* **Stored items**
————
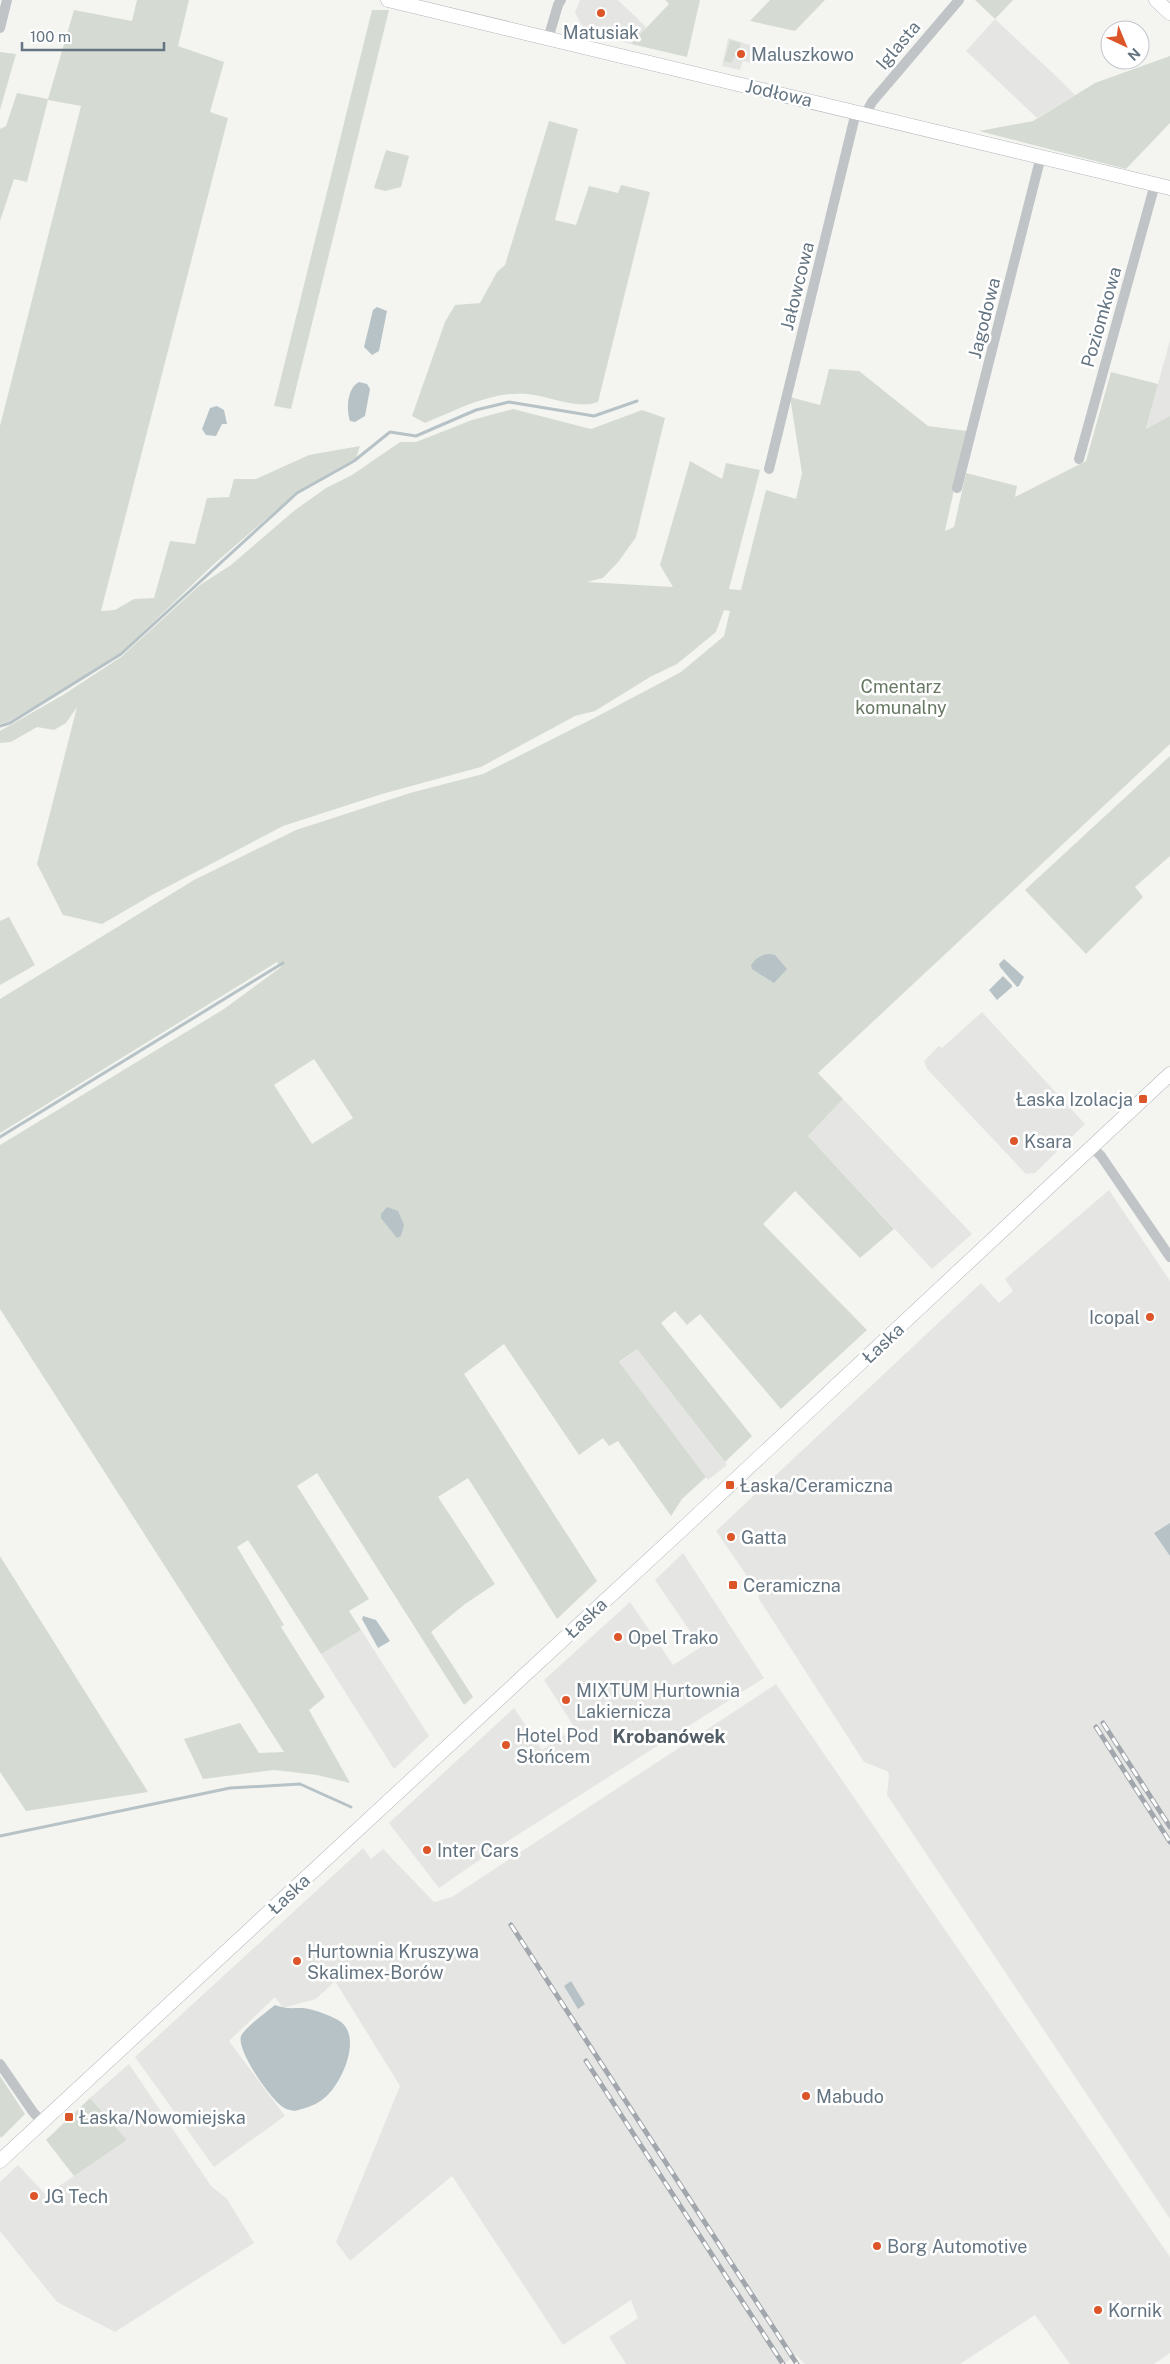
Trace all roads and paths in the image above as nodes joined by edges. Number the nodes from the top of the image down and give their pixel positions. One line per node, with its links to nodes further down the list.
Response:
1 (7, 0): 7 (street)
2 (388, 0): 8 (main road, Jodłowa)
3 (561, 0): 8 (street)
4 (959, 0): 9 (street, Iglasta)
5 (1156, 0): 6 (main road)
6 (1170, 13)
7 (0, 28)
8 (548, 39): 9 (main road, Jodłowa)
9 (861, 112): 10 (main road, Jodłowa); 14 (street, Jałowcowa)
10 (1041, 156): 11 (main road, Jodłowa); 15 (street, Jagodowa)
11 (1155, 184): 12 (main road, Jodłowa); 13 (street, Poziomkowa)
12 (1170, 188)
13 (1079, 460)
14 (769, 469)
15 (958, 488)
16 (1170, 1074): 17 (main road, Łaska)
17 (1092, 1147): 18 (street); 20 (main road, Łaska)
18 (1170, 1257)
19 (0, 2064): 20 (street)
20 (42, 2122): 21 (main road, Łaska)
21 (0, 2161)

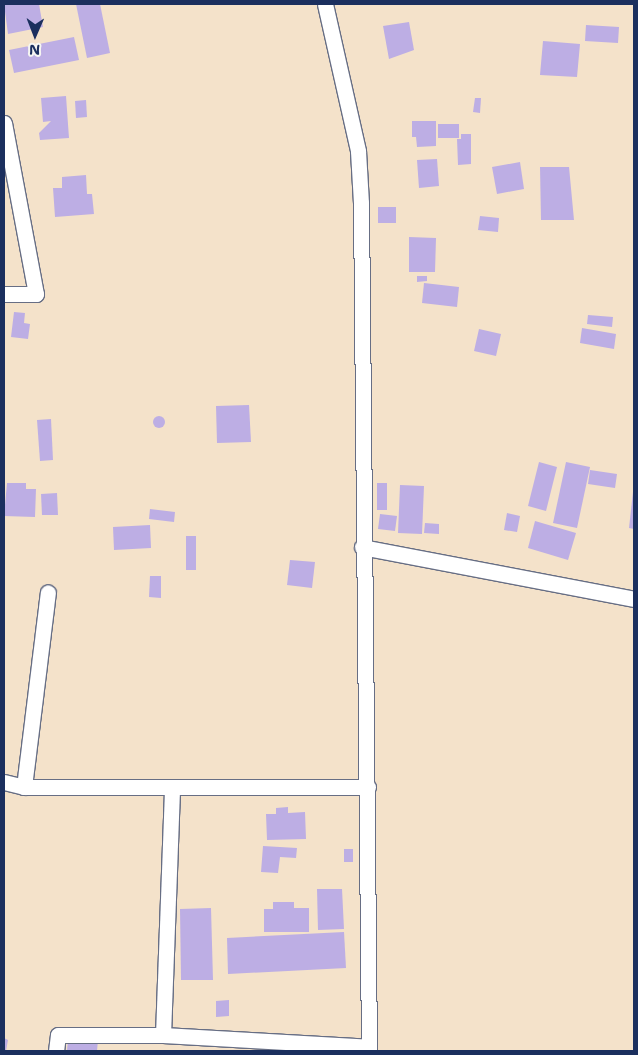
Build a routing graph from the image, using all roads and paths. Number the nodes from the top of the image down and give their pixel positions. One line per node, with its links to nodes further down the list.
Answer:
1 (325, 4): 4 (street)
2 (4, 123): 3 (street)
3 (4, 294)
4 (362, 547): 6 (street); 9 (street)
5 (48, 592): 8 (street)
6 (634, 599)
7 (4, 782): 8 (street)
8 (24, 787): 10 (street)
9 (368, 787): 10 (street); 12 (street)
10 (172, 788): 11 (street)
11 (163, 1035): 12 (street); 13 (street)
12 (369, 1049)
13 (56, 1051)

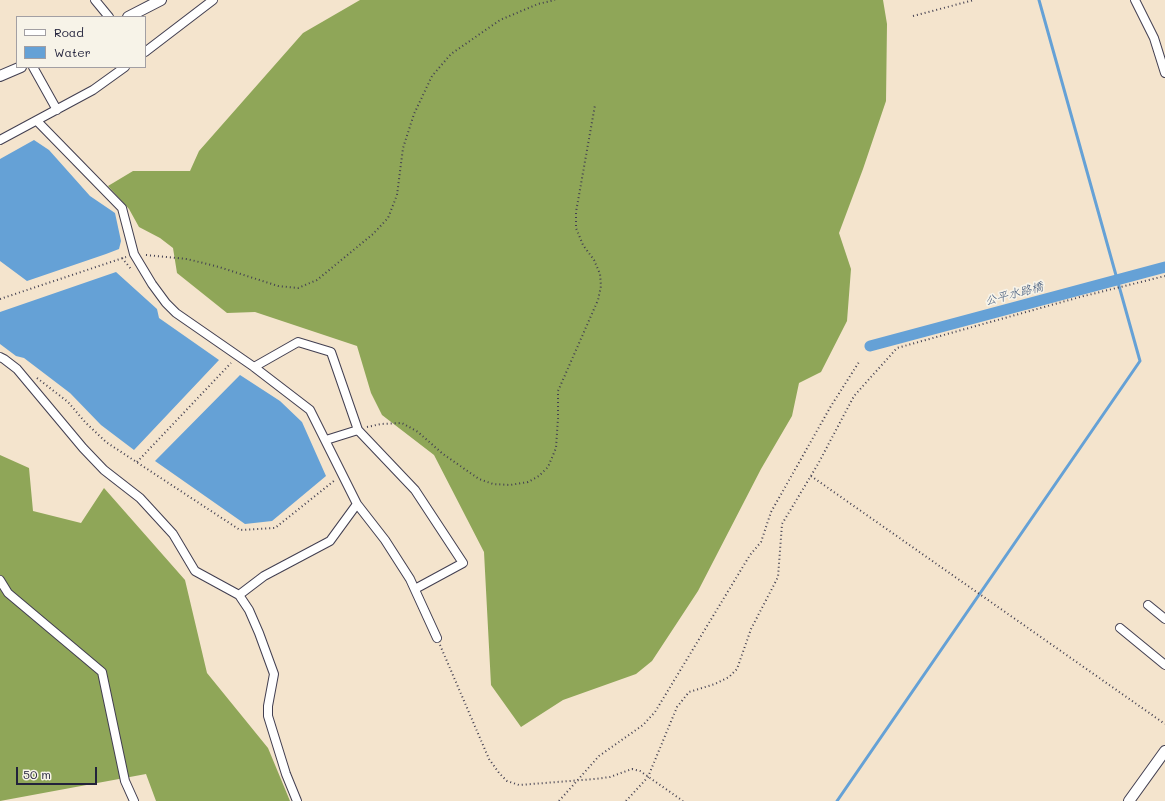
————
* **Your task**
Please leave out the pictures as you reproduce the lines exactly, from the first line of the entries through the line containing "Build a routing".

* **Answer box**
Trace all roads and paths in the image above as nodes joined by edges. Number the nodes from the top of the image down and give their pixel positions. One line per node, with its links to nodes further down the list.
Response:
1 (7, 0): 7 (street)
2 (388, 0): 8 (main road, Jodłowa)
3 (561, 0): 8 (street)
4 (959, 0): 9 (street, Iglasta)
5 (1156, 0): 6 (main road)
6 (1170, 13)
7 (0, 28)
8 (548, 39): 9 (main road, Jodłowa)
9 (861, 112): 10 (main road, Jodłowa); 14 (street, Jałowcowa)
10 (1041, 156): 11 (main road, Jodłowa); 15 (street, Jagodowa)
11 (1155, 184): 12 (main road, Jodłowa); 13 (street, Poziomkowa)
12 (1170, 188)
13 (1079, 460)
14 (769, 469)
15 (958, 488)
16 (1170, 1074): 17 (main road, Łaska)
17 (1092, 1147): 18 (street); 20 (main road, Łaska)
18 (1170, 1257)
19 (0, 2064): 20 (street)
20 (42, 2122): 21 (main road, Łaska)
21 (0, 2161)

Build a routing graph from the image, using all roads and paths. Number the nodes from the top of the image down and give their pixel positions. One line per node, with its links to nodes further down the list.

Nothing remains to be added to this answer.